------ SUPPLIED MATERIAL ------
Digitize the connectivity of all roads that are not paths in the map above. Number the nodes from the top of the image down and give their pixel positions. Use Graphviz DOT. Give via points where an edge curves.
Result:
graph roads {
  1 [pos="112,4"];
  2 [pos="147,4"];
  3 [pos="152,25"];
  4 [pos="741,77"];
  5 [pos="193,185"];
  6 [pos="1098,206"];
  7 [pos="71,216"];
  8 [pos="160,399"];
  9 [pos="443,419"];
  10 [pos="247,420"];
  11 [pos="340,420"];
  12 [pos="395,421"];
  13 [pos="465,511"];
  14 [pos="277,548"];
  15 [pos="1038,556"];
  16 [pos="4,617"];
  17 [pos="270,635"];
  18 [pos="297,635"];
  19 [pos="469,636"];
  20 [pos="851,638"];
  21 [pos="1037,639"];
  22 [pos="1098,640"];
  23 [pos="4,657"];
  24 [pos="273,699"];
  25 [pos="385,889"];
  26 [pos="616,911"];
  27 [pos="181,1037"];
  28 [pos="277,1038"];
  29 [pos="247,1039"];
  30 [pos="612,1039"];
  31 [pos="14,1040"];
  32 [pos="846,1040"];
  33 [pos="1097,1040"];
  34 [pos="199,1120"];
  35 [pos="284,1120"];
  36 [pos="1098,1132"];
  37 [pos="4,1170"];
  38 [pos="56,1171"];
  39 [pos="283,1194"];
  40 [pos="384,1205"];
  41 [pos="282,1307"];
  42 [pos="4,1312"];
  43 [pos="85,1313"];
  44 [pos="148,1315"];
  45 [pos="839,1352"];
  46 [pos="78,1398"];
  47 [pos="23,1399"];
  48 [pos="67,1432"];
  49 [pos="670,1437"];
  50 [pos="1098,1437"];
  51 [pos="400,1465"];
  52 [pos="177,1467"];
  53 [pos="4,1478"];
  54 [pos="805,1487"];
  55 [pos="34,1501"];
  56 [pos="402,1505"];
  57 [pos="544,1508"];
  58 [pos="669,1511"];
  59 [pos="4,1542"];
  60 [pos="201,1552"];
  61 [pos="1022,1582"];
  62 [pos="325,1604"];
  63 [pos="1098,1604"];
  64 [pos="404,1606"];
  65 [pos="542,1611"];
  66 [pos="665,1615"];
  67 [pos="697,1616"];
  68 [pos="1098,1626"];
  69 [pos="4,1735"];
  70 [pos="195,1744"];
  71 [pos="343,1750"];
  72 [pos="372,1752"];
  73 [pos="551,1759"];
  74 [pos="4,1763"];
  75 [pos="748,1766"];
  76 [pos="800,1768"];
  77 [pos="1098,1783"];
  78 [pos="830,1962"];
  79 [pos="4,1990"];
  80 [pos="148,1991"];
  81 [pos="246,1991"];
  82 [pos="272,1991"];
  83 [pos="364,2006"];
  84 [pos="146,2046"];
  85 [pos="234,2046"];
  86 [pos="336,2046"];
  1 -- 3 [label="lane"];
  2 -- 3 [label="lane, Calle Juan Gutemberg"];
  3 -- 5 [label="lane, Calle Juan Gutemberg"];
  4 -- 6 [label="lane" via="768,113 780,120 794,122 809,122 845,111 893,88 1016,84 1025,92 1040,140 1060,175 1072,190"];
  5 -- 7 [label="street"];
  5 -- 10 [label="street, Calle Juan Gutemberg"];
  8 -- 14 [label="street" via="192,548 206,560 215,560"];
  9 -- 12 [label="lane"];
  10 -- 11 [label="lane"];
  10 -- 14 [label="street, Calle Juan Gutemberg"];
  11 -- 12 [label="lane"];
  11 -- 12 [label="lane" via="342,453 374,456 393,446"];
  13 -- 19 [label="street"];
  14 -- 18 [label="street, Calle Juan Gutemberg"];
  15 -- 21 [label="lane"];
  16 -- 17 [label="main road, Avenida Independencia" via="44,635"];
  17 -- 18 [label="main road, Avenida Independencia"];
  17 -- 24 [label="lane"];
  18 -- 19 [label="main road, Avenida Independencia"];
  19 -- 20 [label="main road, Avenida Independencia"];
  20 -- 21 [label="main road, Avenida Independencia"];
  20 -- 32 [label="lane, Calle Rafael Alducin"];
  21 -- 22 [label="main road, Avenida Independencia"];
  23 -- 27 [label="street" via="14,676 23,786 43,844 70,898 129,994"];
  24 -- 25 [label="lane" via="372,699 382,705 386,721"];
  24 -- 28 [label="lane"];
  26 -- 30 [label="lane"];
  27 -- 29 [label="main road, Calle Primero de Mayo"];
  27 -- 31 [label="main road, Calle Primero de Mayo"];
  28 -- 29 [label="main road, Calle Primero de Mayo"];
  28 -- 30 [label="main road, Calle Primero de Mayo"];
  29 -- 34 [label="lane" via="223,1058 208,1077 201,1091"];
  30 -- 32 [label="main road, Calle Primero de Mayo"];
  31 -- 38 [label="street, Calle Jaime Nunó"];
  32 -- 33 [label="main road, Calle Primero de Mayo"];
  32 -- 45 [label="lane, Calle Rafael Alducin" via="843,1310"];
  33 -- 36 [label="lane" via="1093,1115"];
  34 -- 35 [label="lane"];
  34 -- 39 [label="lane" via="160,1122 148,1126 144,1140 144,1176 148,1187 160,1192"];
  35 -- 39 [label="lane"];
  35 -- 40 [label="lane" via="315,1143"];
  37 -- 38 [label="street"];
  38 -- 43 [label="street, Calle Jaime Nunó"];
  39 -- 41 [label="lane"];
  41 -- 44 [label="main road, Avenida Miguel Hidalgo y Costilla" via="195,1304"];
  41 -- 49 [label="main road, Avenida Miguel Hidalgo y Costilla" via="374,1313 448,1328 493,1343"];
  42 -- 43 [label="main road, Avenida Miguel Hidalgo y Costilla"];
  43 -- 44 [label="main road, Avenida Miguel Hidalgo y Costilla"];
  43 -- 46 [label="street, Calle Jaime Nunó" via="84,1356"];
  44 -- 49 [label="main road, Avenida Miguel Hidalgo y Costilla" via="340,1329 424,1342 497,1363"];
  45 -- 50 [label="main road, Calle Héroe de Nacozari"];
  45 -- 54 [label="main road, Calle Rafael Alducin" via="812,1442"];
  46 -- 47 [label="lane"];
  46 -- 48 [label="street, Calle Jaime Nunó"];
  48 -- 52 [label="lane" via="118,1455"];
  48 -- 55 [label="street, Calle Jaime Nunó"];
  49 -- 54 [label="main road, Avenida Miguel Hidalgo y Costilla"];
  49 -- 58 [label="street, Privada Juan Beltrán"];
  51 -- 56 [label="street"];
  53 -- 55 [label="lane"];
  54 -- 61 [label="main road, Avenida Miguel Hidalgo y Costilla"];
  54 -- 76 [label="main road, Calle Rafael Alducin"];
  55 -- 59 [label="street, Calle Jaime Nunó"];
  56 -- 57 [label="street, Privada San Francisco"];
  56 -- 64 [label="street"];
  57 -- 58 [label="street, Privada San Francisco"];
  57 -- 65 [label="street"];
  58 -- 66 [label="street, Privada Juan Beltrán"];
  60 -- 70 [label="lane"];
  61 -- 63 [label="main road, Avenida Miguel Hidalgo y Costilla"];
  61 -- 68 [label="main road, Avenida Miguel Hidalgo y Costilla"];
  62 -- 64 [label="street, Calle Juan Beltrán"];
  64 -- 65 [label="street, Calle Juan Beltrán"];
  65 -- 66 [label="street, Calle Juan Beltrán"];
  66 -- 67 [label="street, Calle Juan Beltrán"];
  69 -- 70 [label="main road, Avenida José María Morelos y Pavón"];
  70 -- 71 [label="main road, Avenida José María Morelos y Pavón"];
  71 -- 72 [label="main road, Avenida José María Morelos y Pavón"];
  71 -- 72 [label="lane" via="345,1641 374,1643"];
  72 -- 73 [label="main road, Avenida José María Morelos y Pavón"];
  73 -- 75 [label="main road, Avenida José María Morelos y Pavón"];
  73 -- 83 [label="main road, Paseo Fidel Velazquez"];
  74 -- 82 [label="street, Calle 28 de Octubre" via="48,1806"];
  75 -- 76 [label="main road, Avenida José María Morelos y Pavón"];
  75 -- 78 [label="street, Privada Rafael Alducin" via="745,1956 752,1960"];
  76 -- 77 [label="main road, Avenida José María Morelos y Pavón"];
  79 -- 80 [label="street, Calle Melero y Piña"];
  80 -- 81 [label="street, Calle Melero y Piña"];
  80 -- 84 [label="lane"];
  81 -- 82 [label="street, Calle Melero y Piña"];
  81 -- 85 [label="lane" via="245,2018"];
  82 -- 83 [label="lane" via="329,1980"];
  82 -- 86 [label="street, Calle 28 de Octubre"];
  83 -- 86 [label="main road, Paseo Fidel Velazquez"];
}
------
# YOUR TASK
Tally every line of the entries that contains the word "Pavón", and respond with that number only.

# EXPECTED ANSWER
7